▼▼▼

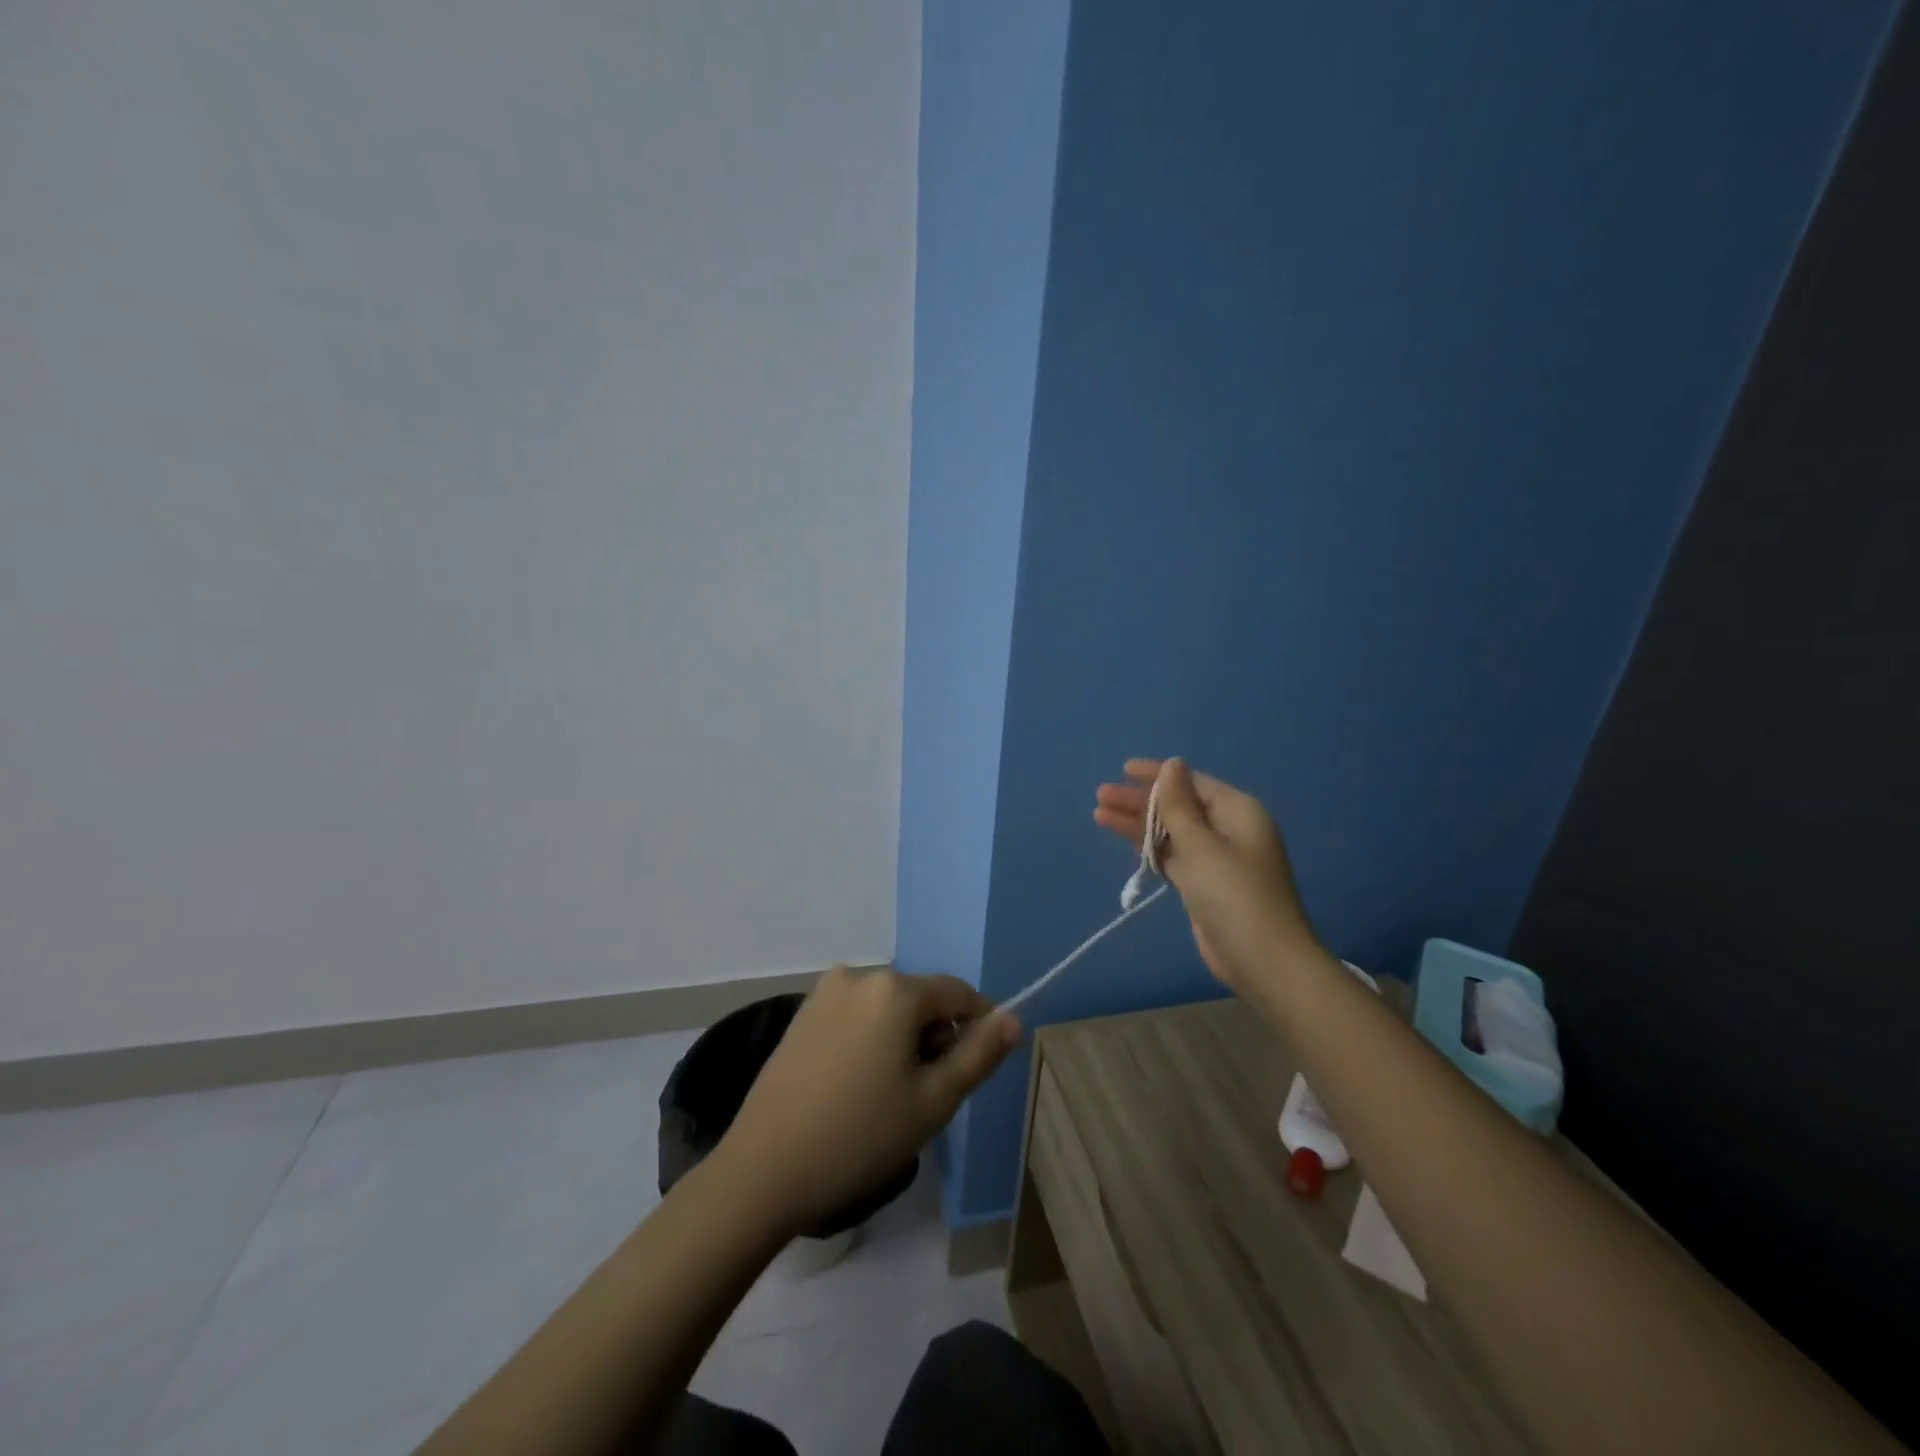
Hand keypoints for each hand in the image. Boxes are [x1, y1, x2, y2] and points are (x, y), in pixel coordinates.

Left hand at [716, 966, 1019, 1234]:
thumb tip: (1013, 1018)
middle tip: (928, 1095)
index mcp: (895, 989)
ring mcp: (825, 992)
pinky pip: (856, 1015)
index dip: (978, 1026)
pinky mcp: (802, 1013)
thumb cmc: (859, 1137)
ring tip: (890, 1096)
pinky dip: (870, 1039)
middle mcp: (860, 975)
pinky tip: (857, 1086)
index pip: (958, 994)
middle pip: (920, 999)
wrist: (762, 1171)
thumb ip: (979, 1054)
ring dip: (902, 1039)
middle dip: (935, 1036)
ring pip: (887, 1008)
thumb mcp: (933, 1101)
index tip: (976, 1069)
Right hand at [1095, 758, 1318, 994]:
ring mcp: (1217, 859)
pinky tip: (1126, 841)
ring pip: (1171, 832)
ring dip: (1138, 824)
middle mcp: (1229, 829)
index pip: (1191, 782)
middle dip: (1139, 801)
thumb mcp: (1201, 844)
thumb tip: (1172, 764)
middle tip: (1100, 796)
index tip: (1123, 770)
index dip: (1157, 775)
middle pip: (1178, 806)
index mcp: (1237, 811)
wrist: (1263, 960)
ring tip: (1099, 815)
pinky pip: (1173, 856)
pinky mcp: (1205, 885)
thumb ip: (1179, 805)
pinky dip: (1150, 848)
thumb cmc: (1233, 894)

▲▲▲

### Instructions for the task
Starting with the top line, write out all the data above exactly; keep the pictures out.

### Exercise response
Hand keypoints for each hand in the image. Boxes are [x1, y1, x2, y2] and points are (x, y), in pixel coordinates.

Left hand at [716, 966, 1019, 1234]:
thumb tip: (1013, 1018)
middle tip: (928, 1095)
index mcp: (895, 989)
ring mcp: (825, 992)
pinky pip: (856, 1015)
index dip: (978, 1026)
pinky mcp: (802, 1013)
thumb cmc: (859, 1137)
ring tip: (890, 1096)
pinky dip: (870, 1039)
middle mcp: (860, 975)
pinky tip: (857, 1086)
index pip: (958, 994)
middle pip: (920, 999)
wrist: (762, 1171)
thumb ip: (979, 1054)
ring dip: (902, 1039)
middle dip: (935, 1036)
ring pip: (887, 1008)
thumb mcp: (933, 1101)
index tip: (976, 1069)
Right hand at [1095, 758, 1318, 994]:
ring mcp: (1217, 859)
pinky tip: (1126, 841)
ring pip: (1171, 832)
ring dip: (1138, 824)
middle mcp: (1229, 829)
index pip: (1191, 782)
middle dip: (1139, 801)
thumb mcp: (1201, 844)
thumb tip: (1172, 764)
middle tip: (1100, 796)
index tip: (1123, 770)
index dip: (1157, 775)
middle pip: (1178, 806)
index mcp: (1237, 811)
wrist: (1263, 960)
ring tip: (1099, 815)
pinky pip: (1173, 856)
pinky mcp: (1205, 885)
thumb ip: (1179, 805)
pinky dip: (1150, 848)
thumb cmc: (1233, 894)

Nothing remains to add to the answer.